A l'appui de son recours au Tribunal administratif, le recourant invoque un raisonnement touffu et peu clair qui, en substance, fait porter la responsabilité du maintien de son recours et du dépôt de ses diverses réclamations au DCTI qui n'aurait pas attiré son attention sur le fait que son projet n'était pas autorisable en raison des valeurs d'alarme dues au bruit aérien.
Le raisonnement du recourant est fondé sur des faits inexacts. En effet, la décision initiale du 14 juillet 2000, rendue par le DCTI, rejetant la demande d'autorisation de construire, contenait trois motifs de refus, dont les limites sonores admissibles pour la construction d'habitations. Dès lors, ce motif avait déjà été invoqué par le DCTI contrairement à ce qu'affirme le recourant.
b. Selon le règlement sur les frais, émoluments et indemnités en procédure administrative du 30 juillet 1986 (ci-après : le règlement - E 5 10.03), l'émolument n'excède généralement pas CHF 10'000.- (art. 2 al. 1 du règlement); dans certaines circonstances, telles que contestation d'une ampleur extraordinaire ou présentant des difficultés particulières, l'émolument peut être porté à CHF 15'000.- maximum (art. 2 al. 2 du règlement). La juridiction peut allouer à une partie pour les frais indispensables occasionnés par la procédure, y compris les honoraires éventuels d'un mandataire, une indemnité de CHF 200.- à CHF 10'000.- (art. 6 du règlement). La décision fixant le montant des dépens n'a, en principe, pas besoin d'être motivée. Cependant, elle doit échapper au grief d'arbitraire (ATF 111 Ia 1 consid. 2 p. 1-2; ATF 111 V 48 consid. 3 p. 49).
En l'espèce, l'émolument de CHF 700.- mis à la charge de M. H______ par la CCRMC est justifié par le fait que ce dernier a mis en œuvre la justice et que son recours a été rejeté après instruction. En outre, aucun des éléments visés par le recourant ne sont aptes à modifier l'appréciation faite par la CCRMC. A cela s'ajoute que le retrait du recours n'entraîne pas de droit à la gratuité de la procédure. En conséquence, l’émolument de CHF 700.- sera confirmé.
Amende
La juridiction administrative peut prononcer une amende à l'égard de celui dont le recours, l'action, la demande en interprétation ou en révision est jugée téméraire ou constitutive d'un emploi abusif des procédures prévues par la loi. L'amende n'excède pas CHF 5'000.- (art. 88 al. 1 et 2 LPA).
Toutes les décisions rendues par la CCRMC liées au projet de construction de villa de M. H______ ont donné lieu à des réclamations sur émolument et à des demandes en révision qui n'ont pas abouti.
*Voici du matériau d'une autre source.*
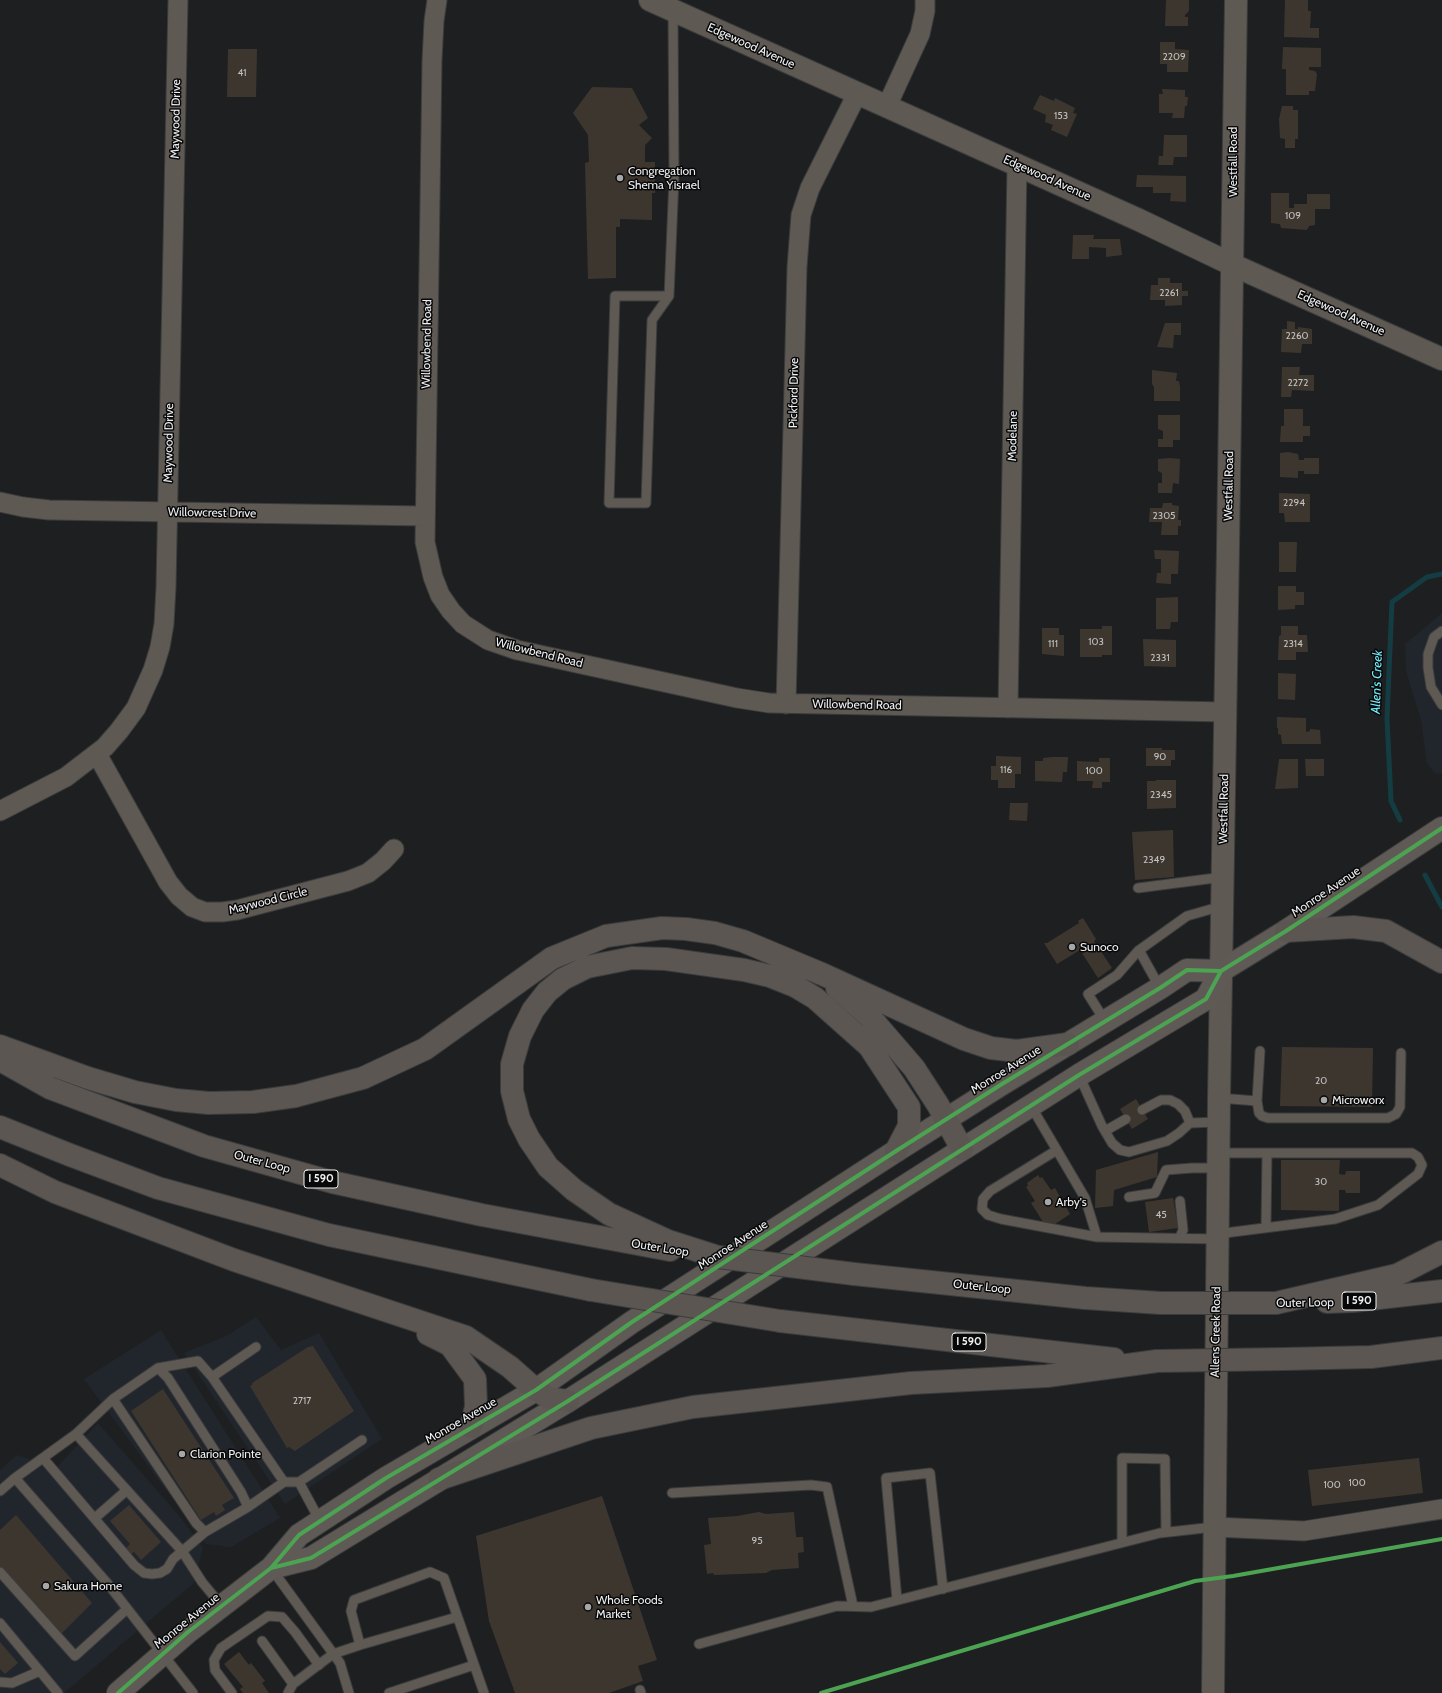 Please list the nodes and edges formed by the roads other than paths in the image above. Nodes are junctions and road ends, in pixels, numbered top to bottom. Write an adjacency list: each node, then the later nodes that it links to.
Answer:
1 (178, 0): 14 (street, Maywood Drive)
2 (437, 0): 15 (street, Willowbend Road)
3 (650, 0): 6 (street, Edgewood Avenue)
4 (925, 0): 8 (street)
5 (1236, 0): 10 (street, Westfall Road)
6 (673, 11): 7 (street, Edgewood Avenue); 11 (lane)
7 (857, 94): 8 (street, Edgewood Avenue); 17 (street, Pickford Drive)
8 (887, 106): 9 (street, Edgewood Avenue)
9 (1017, 165): 10 (street, Edgewood Avenue); 19 (street, Modelane)
10 (1233, 265): 12 (street, Edgewood Avenue); 20 (street, Westfall Road)
11 (669, 296): 11 (lane)
12 (1442, 359)
13 (0, 502): 14 (street, Willowcrest Drive)
14 (167, 513): 15 (street, Willowcrest Drive); 21 (street, Maywood Drive)
15 (424, 516): 17 (street, Willowbend Road)
16 (1442, 631): 18 (lane)
17 (786, 704): 19 (street, Willowbend Road)
18 (1442, 705)
19 (1008, 708): 20 (street, Willowbend Road)
20 (1226, 712): 25 (street, Westfall Road)
21 (97, 754): 22 (street, Maywood Drive); 24 (street, Maywood Circle)
22 (0, 811)
23 (1438, 831): 28 (main road, Monroe Avenue)
24 (394, 849)
25 (1223, 877): 26 (lane); 27 (street, Westfall Road)
26 (1138, 888)
27 (1222, 906): 29 (lane); 31 (street, Westfall Road)
28 (1286, 931): 30 (highway); 31 (main road, Monroe Avenue)
29 (1140, 950): 33 (lane); 34 (lane)
30 (1442, 962)
31 (1221, 971): 33 (main road, Monroe Avenue); 40 (main road, Monroe Avenue); 41 (street, Allens Creek Road)
32 (822, 974): 35 (highway); 36 (highway); 45 (highway)
33 (1160, 988): 34 (main road, Monroe Avenue)
34 (1105, 1022): 35 (main road, Monroe Avenue)
35 (1068, 1044): 45 (main road, Monroe Avenue)
36 (0, 1046)
37 (1260, 1051): 42 (lane)
38 (1401, 1053): 42 (lane)
39 (0, 1060): 63 (highway, Outer Loop / I 590)
40 (1079, 1075): 43 (main road, Monroe Avenue); 50 (lane)
41 (1219, 1098): 42 (lane); 48 (street, Allens Creek Road)
42 (1257, 1101)
43 (1030, 1106): 51 (main road, Monroe Avenue); 52 (lane)
44 (1142, 1110): 47 (lane)
45 (946, 1119): 51 (highway); 53 (main road, Monroe Avenue)
46 (1126, 1119): 50 (lane)
47 (1190, 1122): 48 (lane); 50 (lane)
48 (1218, 1122): 55 (street, Allens Creek Road)
49 (0, 1127): 70 (highway, I 590, bridge)
50 (1105, 1131)
51 (962, 1149): 75 (main road, Monroe Avenue)
52 (1057, 1150): 61 (lane); 61 (lane)
53 (896, 1151): 63 (highway); 73 (main road, Monroe Avenue)
54 (1267, 1153): 55 (lane); 59 (lane); 59 (lane)
55 (1218, 1160): 57 (lane); 60 (street, Allens Creek Road)
56 (0, 1165): 67 (highway)
57 (1129, 1198)
58 (1180, 1200): 62 (lane)
59 (1266, 1227): 60 (lane)
60 (1217, 1236): 62 (lane); 91 (street, Allens Creek Road)
61 (1097, 1237): 62 (lane)
62 (1180, 1237)
63 (662, 1244): 66 (highway, Outer Loop / I 590, bridge)
64 (1442, 1252): 66 (highway)
65 (1442, 1291): 66 (highway, Outer Loop / I 590)
66 (1276, 1303)
67 (381, 1308): 73 (highway); 76 (highway)
68 (256, 1347): 72 (lane)
69 (1442, 1348): 70 (highway, I 590, bridge)
70 (1157, 1361): 81 (highway)
71 (158, 1368): 72 (lane); 74 (lane); 87 (lane)
72 (212, 1376): 82 (lane)
73 (536, 1390): 75 (highway); 76 (main road, Monroe Avenue)
74 (113, 1399): 77 (lane); 92 (lane)
75 (568, 1401): 81 (main road, Monroe Avenue)
76 (470, 1427): 90 (main road, Monroe Avenue)
77 (76, 1434): 79 (lane); 84 (lane)
78 (362, 1440): 83 (lane)
79 (43, 1458): 80 (lane); 89 (lane)
80 (15, 1478): 85 (lane); 102 (lane)
81 (439, 1479): 96 (main road, Monroe Avenue)
82 (284, 1482): 83 (lane); 87 (lane)
83 (299, 1482): 90 (lane)
84 (128, 1490): 89 (lane); 95 (lane)
85 (0, 1491)
86 (672, 1492): 101 (lane)
87 (248, 1507): 92 (lane)
88 (1442, 1509): 91 (street)
89 (95, 1518): 95 (lane)
90 (320, 1521): 96 (main road, Monroe Avenue)
91 (1214, 1527): 93 (lane); 123 (street, Allens Creek Road)
92 (205, 1532): 95 (lane)
93 (1166, 1532): 94 (lane); 94 (lane)
94 (1122, 1541): 98 (lane)
95 (182, 1551): 100 (lane)
96 (271, 1568): 100 (main road, Monroe Avenue); 109 (lane)
97 (0, 1572): 102 (lane)
98 (943, 1589): 99 (lane); 99 (lane)
99 (898, 1600): 101 (lane)
100 (221, 1605): 108 (main road, Monroe Avenue)
101 (853, 1606): 106 (lane)
102 (127, 1609): 108 (lane)
103 (457, 1617): 107 (lane); 107 (lane); 111 (lane)
104 (0, 1623): 112 (lane)
105 (262, 1641): 114 (lane)
106 (699, 1644)
107 (360, 1645): 109 (lane)
108 (162, 1654): 116 (main road, Monroe Avenue); 117 (lane)
109 (333, 1654): 110 (lane); 120 (lane)
110 (319, 1665): 114 (lane); 118 (lane)
111 (474, 1665): 121 (lane); 122 (lane)
112 (40, 1671): 113 (lane); 115 (lane)
113 (0, 1682)
114 (293, 1684): 119 (lane)
115 (58, 1693)
116 (118, 1693)
117 (193, 1693)
118 (232, 1693)
119 (288, 1693)
120 (349, 1693)
121 (389, 1693)
122 (484, 1693)
123 (1213, 1693)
S'il considère l'instruction faite par la CCRMC comme inutile, estimant que sa demande aurait dû être rejetée sans instruction, le recourant ne fait que confirmer l'emploi abusif des procédures. Il en va de même lorsqu'il allègue avoir été empêché de retirer sa demande en révision, le DCTI ne l'ayant pas suffisamment informé.
Au vu de ce qui précède, la décision de la CCRMC sera confirmée sur ce point également.
En tous points infondés, les recours seront rejetés, dans la mesure où ils sont recevables.
Vu l'issue du litige, un émolument de CHF 800.- sera mis à charge du recourant (art. 87 LPA).
PAR CES MOTIFS LE TRIBUNAL ADMINISTRATIF
préalablement :
ordonne la jonction des procédures no A/234/2006 et no A/1263/2006 sous le no A/234/2006;
au fond :
rejette, dans la mesure où ils sont recevables, les recours interjetés par Monsieur H______ les 23 janvier et 4 avril 2006 contre les décisions de la commission cantonale de recours en matière de constructions des 19 décembre 2005 et 10 février 2006;
met à la charge du recourant un émolument de CHF 800.- ;
communique le présent arrêt à Monsieur H______ ainsi qu'à la commission cantonale de recours en matière de constructions et au département des constructions et des technologies de l'information.
Siégeants : M. Paychère, président, Mmes Bovy et Hurni, M. Thélin, juges, M. Bonard, juge suppléant
Au nom du Tribunal administratif :
la greffière-juriste :
C. Del Gaudio-Siegrist
le président :
F. Paychère
Copie conforme de cet arrêt a été communiquée aux parties.